Data provided —
>>>>>
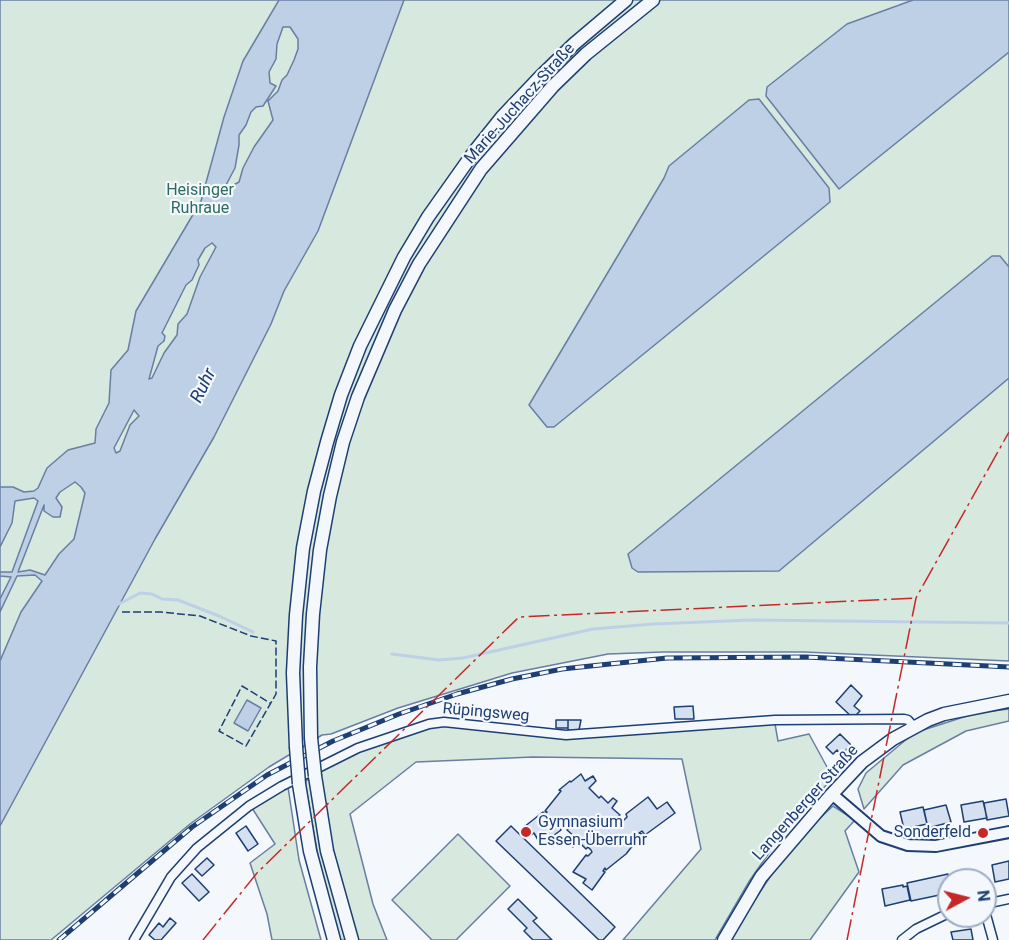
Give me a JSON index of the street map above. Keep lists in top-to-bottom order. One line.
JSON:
{"streets":{"main road":["Marie-Juchacz-Straße","Langenberger Straße"],"street":["Rüpingsweg"]},"crossings":[["Rüpingsweg","Langenberger Straße"]],"water":["Ruhr"],"parks":["Heisinger Ruhraue"],"places":["Gymnasium Essen-Überruhr","Sonderfeld"],"north":"right"}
<<<<<
Task brief — Please return the whole listing exactly. Do not copy its images.

Completed task —
Give me a JSON index of the street map above. Keep lists in top-to-bottom order. One line.
JSON:
{"streets":{"main road":["Marie-Juchacz-Straße","Langenberger Straße"],"street":["Rüpingsweg"]},"crossings":[["Rüpingsweg","Langenberger Straße"]],"water":["Ruhr"],"parks":["Heisinger Ruhraue"],"places":["Gymnasium Essen-Überruhr","Sonderfeld"],"north":"right"}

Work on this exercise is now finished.